Return, from the lines below, each one that includes the word "index".
[DATASET RECORDS — start]
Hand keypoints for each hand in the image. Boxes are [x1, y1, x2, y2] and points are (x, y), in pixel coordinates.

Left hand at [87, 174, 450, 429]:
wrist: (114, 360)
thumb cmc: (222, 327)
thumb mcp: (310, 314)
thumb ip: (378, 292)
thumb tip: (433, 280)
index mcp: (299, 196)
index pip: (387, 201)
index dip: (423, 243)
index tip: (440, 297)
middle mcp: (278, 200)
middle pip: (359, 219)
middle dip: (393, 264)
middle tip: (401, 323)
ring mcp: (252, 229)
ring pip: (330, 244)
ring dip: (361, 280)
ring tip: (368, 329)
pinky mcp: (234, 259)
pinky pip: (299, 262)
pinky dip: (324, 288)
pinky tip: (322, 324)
[DATASET RECORDS — finish]
[DATASET RECORDS — start]
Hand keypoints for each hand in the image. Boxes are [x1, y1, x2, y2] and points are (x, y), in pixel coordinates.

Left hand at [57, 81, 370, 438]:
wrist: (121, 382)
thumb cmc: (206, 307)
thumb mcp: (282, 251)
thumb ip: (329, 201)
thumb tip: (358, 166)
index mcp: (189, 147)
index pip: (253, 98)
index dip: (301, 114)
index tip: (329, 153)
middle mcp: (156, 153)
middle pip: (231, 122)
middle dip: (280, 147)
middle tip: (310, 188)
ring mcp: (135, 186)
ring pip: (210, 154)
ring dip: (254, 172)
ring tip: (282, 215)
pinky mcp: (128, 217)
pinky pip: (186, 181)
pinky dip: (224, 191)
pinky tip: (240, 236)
[DATASET RECORDS — finish]
ANSWER TO THIS PROBLEM:
index mcp: (299, 196)
index pip: (387, 201)
index dip: (423, 243)
index tip: (440, 297)
index mcp: (189, 147)
index pip: (253, 98)
index dip: (301, 114)
index tip: (329, 153)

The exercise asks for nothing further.